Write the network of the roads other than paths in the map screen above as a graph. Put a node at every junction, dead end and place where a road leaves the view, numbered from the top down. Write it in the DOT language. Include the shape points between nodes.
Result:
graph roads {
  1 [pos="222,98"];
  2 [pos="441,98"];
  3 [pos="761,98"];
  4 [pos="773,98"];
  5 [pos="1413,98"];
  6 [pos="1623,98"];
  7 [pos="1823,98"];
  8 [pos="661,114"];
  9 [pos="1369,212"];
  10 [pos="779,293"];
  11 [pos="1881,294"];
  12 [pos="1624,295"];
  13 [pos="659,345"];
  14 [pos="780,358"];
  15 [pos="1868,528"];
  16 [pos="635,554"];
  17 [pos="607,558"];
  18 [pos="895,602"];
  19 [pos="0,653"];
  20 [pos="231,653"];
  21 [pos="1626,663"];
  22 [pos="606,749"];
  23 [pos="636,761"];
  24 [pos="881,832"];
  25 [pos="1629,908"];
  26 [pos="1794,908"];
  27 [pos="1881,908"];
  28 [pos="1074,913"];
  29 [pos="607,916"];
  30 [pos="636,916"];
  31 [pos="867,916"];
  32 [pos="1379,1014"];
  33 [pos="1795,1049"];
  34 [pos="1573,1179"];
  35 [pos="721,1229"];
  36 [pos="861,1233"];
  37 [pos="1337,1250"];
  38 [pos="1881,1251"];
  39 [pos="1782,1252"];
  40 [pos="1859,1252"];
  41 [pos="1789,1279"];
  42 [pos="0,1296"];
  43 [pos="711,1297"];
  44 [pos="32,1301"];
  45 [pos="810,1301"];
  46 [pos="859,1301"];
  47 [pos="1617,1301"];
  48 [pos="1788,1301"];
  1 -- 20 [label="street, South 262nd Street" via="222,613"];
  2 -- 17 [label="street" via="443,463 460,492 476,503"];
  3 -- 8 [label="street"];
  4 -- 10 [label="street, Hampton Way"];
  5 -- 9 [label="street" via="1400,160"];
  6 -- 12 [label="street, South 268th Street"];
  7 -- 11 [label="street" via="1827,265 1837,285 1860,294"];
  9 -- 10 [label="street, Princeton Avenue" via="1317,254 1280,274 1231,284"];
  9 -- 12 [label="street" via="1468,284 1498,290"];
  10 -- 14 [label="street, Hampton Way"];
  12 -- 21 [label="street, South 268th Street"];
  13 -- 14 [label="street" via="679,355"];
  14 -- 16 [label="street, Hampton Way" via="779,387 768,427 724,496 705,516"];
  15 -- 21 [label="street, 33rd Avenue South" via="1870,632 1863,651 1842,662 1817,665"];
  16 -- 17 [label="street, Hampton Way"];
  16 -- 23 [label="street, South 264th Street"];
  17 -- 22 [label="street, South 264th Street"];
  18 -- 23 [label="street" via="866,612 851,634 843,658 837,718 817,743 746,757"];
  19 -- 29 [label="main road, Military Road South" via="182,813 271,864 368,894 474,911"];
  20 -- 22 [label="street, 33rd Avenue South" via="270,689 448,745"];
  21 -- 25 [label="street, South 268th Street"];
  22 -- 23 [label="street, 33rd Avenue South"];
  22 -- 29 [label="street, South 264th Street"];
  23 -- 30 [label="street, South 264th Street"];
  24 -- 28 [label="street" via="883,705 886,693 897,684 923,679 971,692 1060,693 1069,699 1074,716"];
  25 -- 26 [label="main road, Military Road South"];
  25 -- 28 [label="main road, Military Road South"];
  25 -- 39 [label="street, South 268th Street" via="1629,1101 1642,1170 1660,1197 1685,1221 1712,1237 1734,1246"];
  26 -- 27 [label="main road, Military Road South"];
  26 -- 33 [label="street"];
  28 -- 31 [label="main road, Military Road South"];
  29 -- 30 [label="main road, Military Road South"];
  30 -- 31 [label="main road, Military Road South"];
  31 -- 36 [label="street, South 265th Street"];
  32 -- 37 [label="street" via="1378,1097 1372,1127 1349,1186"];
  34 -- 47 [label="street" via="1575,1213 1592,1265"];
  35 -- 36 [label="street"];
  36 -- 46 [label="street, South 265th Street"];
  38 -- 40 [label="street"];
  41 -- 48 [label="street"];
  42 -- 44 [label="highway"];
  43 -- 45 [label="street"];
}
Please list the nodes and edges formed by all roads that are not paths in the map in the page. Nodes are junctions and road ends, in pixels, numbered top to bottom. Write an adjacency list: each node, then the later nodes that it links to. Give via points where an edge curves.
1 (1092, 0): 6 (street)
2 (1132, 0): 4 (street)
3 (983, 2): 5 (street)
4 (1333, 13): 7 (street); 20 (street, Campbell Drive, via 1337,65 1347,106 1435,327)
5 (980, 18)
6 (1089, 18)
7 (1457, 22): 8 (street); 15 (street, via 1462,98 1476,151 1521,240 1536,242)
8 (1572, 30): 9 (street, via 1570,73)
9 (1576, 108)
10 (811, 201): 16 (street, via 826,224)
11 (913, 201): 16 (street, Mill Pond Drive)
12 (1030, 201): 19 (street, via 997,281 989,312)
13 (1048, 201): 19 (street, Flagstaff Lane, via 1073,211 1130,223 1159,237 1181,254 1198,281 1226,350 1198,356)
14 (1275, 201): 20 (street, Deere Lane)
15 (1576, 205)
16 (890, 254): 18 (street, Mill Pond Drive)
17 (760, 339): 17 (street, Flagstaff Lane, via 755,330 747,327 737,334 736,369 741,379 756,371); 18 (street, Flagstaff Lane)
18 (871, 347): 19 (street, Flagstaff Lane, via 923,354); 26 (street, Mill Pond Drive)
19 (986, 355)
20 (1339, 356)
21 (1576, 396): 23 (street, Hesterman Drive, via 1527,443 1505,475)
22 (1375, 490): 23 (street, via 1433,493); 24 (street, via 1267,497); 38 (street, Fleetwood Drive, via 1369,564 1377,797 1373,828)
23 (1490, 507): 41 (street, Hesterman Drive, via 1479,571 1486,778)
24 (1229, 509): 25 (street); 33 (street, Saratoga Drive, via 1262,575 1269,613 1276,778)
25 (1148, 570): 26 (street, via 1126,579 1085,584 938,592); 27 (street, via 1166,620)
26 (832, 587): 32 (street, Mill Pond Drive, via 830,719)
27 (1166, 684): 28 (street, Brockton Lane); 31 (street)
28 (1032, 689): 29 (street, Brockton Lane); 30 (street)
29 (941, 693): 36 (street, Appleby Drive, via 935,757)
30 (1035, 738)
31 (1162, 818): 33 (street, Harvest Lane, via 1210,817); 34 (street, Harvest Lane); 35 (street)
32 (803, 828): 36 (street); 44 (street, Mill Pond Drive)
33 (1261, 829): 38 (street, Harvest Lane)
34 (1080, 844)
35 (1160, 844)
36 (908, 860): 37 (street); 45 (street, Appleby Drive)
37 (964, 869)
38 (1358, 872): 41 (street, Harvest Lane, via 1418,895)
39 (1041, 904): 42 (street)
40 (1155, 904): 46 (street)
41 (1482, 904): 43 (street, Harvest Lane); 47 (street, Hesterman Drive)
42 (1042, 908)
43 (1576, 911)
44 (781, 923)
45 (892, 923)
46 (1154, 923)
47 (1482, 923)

→ **PROBLEM DETAILS**:
Using the listing above, show each line with the word "paths" in it.

→ **ANSWER TO THE EXERCISE**:
Write the network of the roads other than paths in the map screen above as a graph. Put a node at every junction, dead end and place where a road leaves the view, numbered from the top down. Write it in the DOT language. Include the shape points between nodes.
Please list the nodes and edges formed by all roads that are not paths in the map in the page. Nodes are junctions and road ends, in pixels, numbered top to bottom. Write an adjacency list: each node, then the later nodes that it links to. Give via points where an edge curves.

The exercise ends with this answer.